The production of coal seam gas to the eastern state would uplift supply and hence exert downward pressure on the prices of gas as well as avert the risks connected to shortages. This could be true strictly if Australia would via its eastern seaboard had a closes market in the absence of international trade in gas products. The third issue is that the trick the pollies and the business interest expected to be helped do not want to focus their attentions to. The eastern states’ demand for gas and decrease in supply of gas from Australia gas fields have undergone little changes. Only the decisions of the government to permit the foreign investors to establish various gas liquefaction plants near Gladstone in Queensland. Accordingly, the government has opened a link amid Australian closed gas market and the global market, whereby the world price of gas merely occurs to be extremely higher. This has resulted in Australian gas wholesale price to double to keep pace with the world price which is uncompetitive price as claimed by the Australian manufacturers while people are expecting a looming gas shortages.
Relevant Underlying Theoretical Economic Concepts
The underlying theoretical economic concepts in the article is the concepts of economic forces of demand and supply and the prices and quantities changes. The other concepts that are apparent from the article is the impacts of international trade on the country prices vis-à-vis a closed economy. The Australian Gas prices is under the dilemma following the government opening the closed market to the international trade. The operationalizing of supply and demand remain unclear due to this change and hence, the need to understand the impacts of this change to the prices and quantity supplied and demanded in the Australian Gas market.

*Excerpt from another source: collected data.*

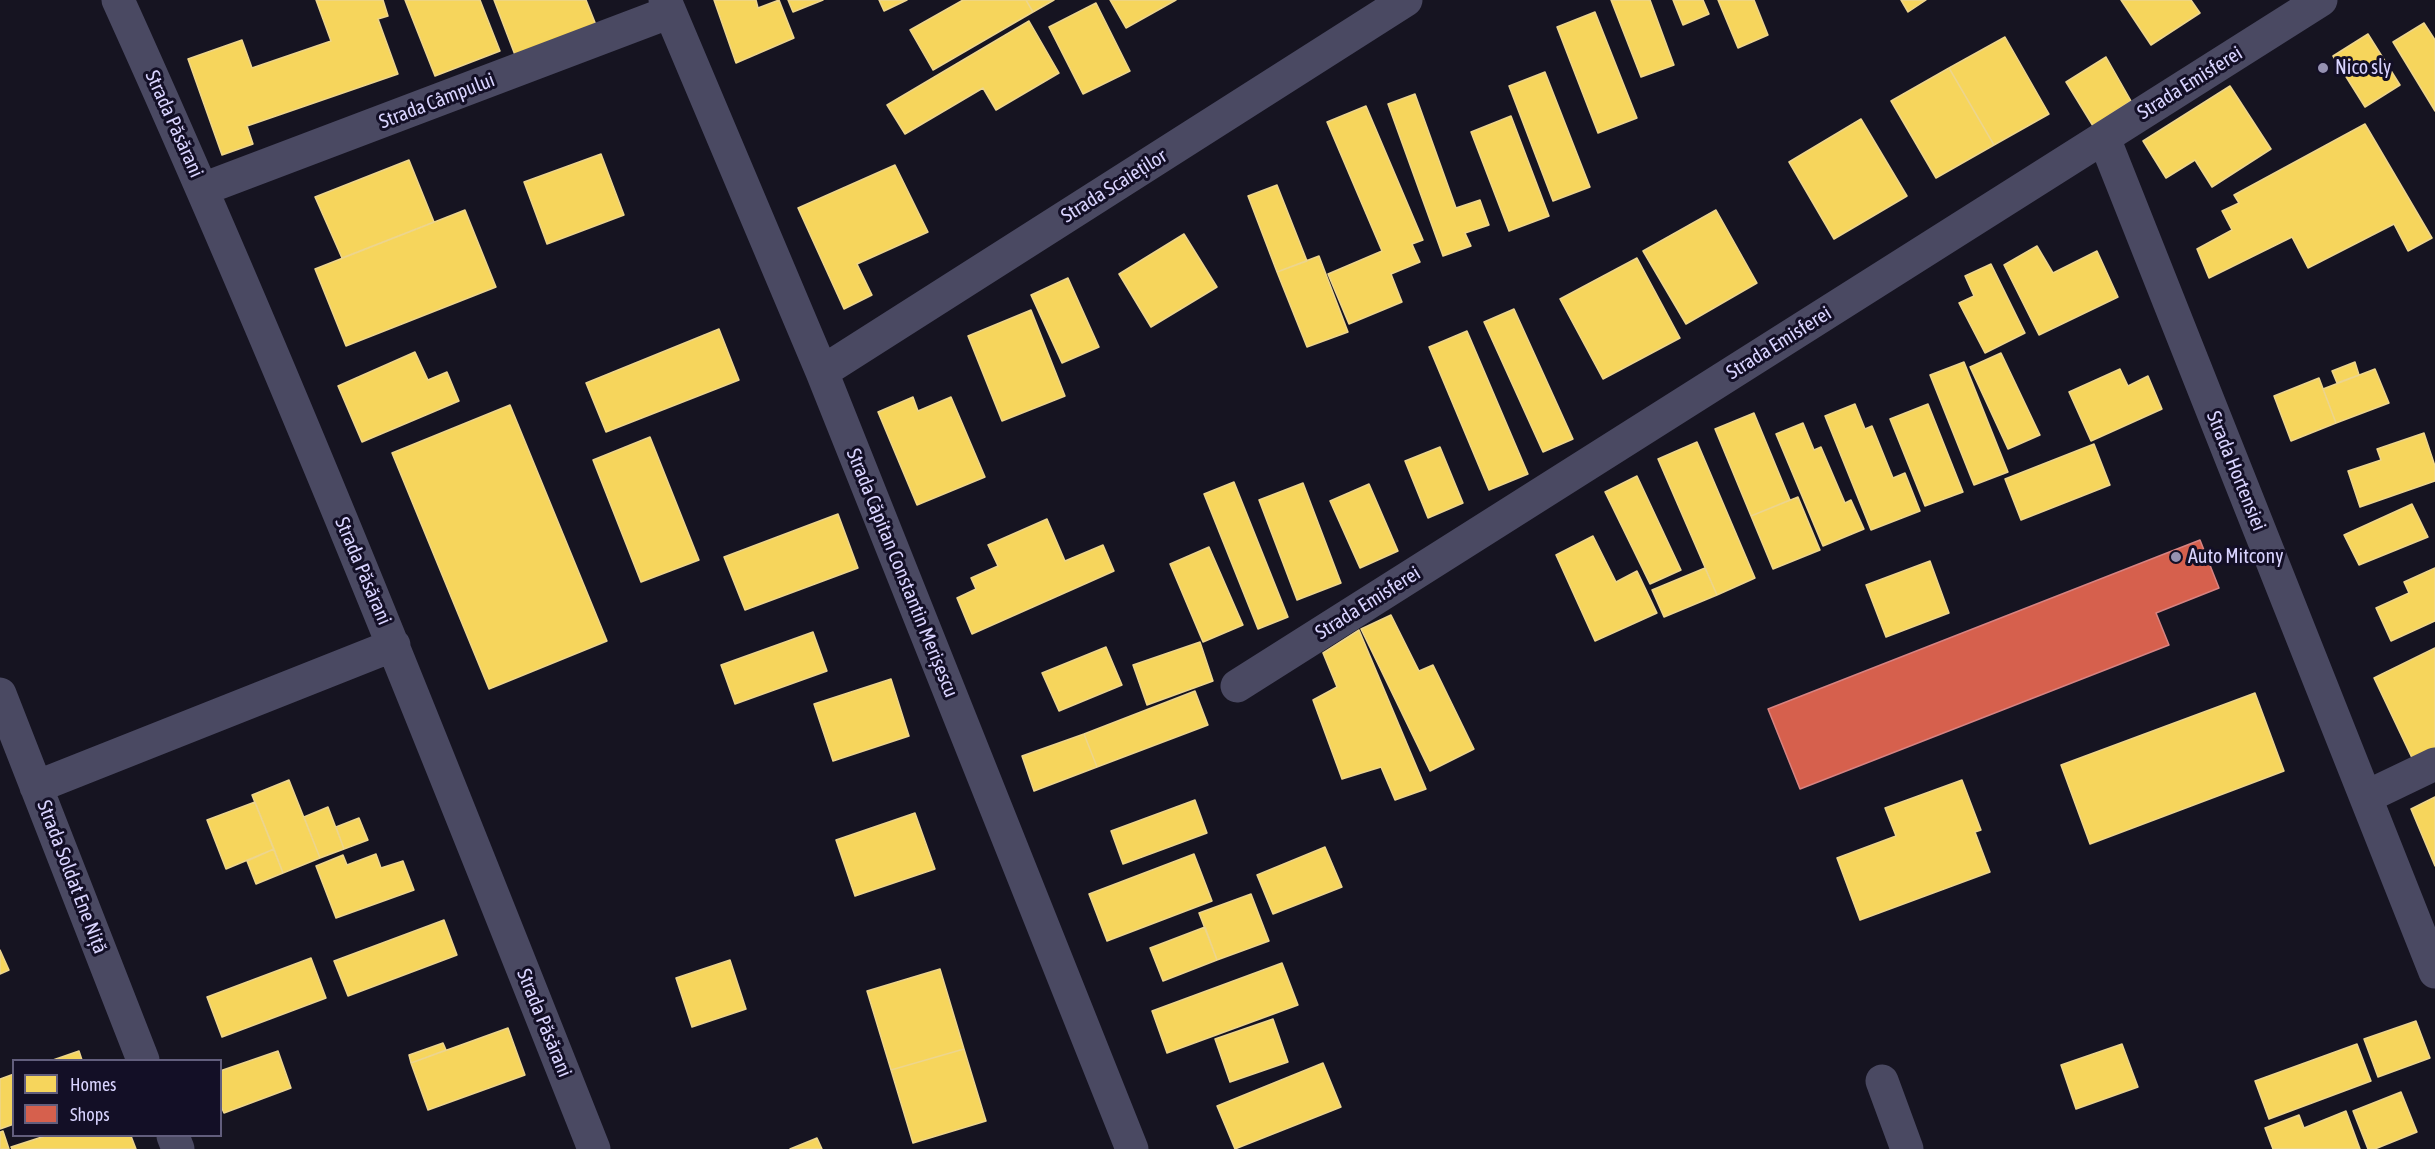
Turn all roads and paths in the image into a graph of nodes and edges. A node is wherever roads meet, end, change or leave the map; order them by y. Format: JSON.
{"nodes":[{"id":1,"x":118,"y":0,"type":"edge"},
{"id":2,"x":1406,"y":0,"type":"edge"},
{"id":3,"x":2321,"y":0,"type":"edge"},
{"id":4,"x":668,"y":6,"type":"edge"},
{"id":5,"x":2104,"y":138,"type":"junction"},
{"id":6,"x":203,"y":189,"type":"junction"},
{"id":7,"x":822,"y":372,"type":"junction"},
{"id":8,"x":394,"y":645,"type":"junction"},
{"id":9,"x":1237,"y":686,"type":"dead end"},
{"id":10,"x":0,"y":694,"type":"edge"},
{"id":11,"x":2435,"y":764,"type":"edge"},
{"id":12,"x":36,"y":787,"type":"junction"},
{"id":13,"x":2366,"y":797,"type":"junction"},
{"id":14,"x":2435,"y":972,"type":"edge"},
{"id":15,"x":143,"y":1059,"type":"edge"},
{"id":16,"x":1882,"y":1081,"type":"dead end"},
{"id":17,"x":594,"y":1149,"type":"edge"},
{"id":18,"x":1132,"y":1149,"type":"edge"},
{"id":19,"x":1907,"y":1149,"type":"edge"}],
"edges":[{"from":1,"to":6,"type":"street","name":"Strada Păsărani"},
{"from":2,"to":7,"type":"street","name":"Strada Scaieților"},
{"from":3,"to":5,"type":"street","name":"Strada Emisferei"},
{"from":4,"to":6,"type":"street","name":"Strada Câmpului"},
{"from":4,"to":7,"type":"street","name":"Strada Căpitan Constantin Merișescu"},
{"from":5,"to":9,"type":"street","name":"Strada Emisferei"},
{"from":5,"to":13,"type":"street","name":"Strada Hortensiei"},
{"from":6,"to":8,"type":"street","name":"Strada Păsărani"},
{"from":7,"to":18,"type":"street","name":"Strada Căpitan Constantin Merișescu"},
{"from":8,"to":12,"type":"street"},
{"from":8,"to":17,"type":"street","name":"Strada Păsărani"},
{"from":10,"to":12,"type":"street","name":"Strada Soldat Ene Niță"},
{"from":11,"to":13,"type":"street"},
{"from":12,"to":15,"type":"street","name":"Strada Soldat Ene Niță"},
{"from":13,"to":14,"type":"street","name":"Strada Hortensiei"},
{"from":16,"to":19,"type":"street"}]}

It is thought that as long the governments permit local gas producers to charge the world price, there will be never an extra amount of seam gas generation sufficient enough to decrease the world price. The federal pollies of both color bang on decreasing limitations on fracking since they are undertaking the bidding of their generous/mates party donors or future employers in the Australian gas industry. This is also done as a result them wanting to draw attention away for the reality that they initially permitted local gas prices to increase and do not want to change any policies to cut the prices downwards. Where the Australian gas market is allowed to charge the world price, no shortages of gas are expected.
This section puts emphasis on what the government policy is as well as what the government needs to do to solve the problem. The Australian gas market is presently undergoing substantial structural alterations. Notably, merely ten years down the line, low production and exploration levels saw the schemes advanced to import gas from Papua New Guinea. Presently, Australia is on the way of becoming the largest global LNG exporter, having invested over $200 billion in the previous decade. Further, exploration in Queensland alone has observed a rise in gas reserves to forty thousand from 5000 petajoules between 2006 and 2012.
Despite creating unrestrained openings for investment, export and employment such policies have as well been accompanied by challenges in local market. Industrial and Commercial businesses that are competing increasingly against exporters for the gas find it challenging to bargain supply contracts, that are presently set at huge prices, for dumpier periods and with higher rigidity around terms. However, new supplies from novel producers remain essential in promoting competition and ensuring reliable future supply.
Though the present gas supplies can meet local demand and export commitments till 2025, a series of reforms are inevitable. In the absence of these reforms, the prices will upsurge and the supply will in turn tighten coupled by the collapsing global oil prices that serves as disincentive to gas exploration, and diverse moratoria along with regulatory restrains on the exploration of gas which are presently in place crossways NSW, Victoria and Tasmania. The Labor opposition in Northern Territory is threatening its individual moratorium on unconventional extraction of gas.
Related Policy Issues
Reforms must focus on the creation of a more liquid as well as efficient supply market on east coast. ACCC has warned against having a local reservation policy because it serves as disincentive to investment. The governments must shift away from blanket moratoria on particular development of gas alongside managing risks on the basis of case by case. ACCC has further recommended a novel test in gas pipelines regulations to bar the market power exercise along with monopoly pricing. Over 20% of transmission pipelines on east coast are regulated with a regime that is vertically integrated business model thus unfit for the purpose.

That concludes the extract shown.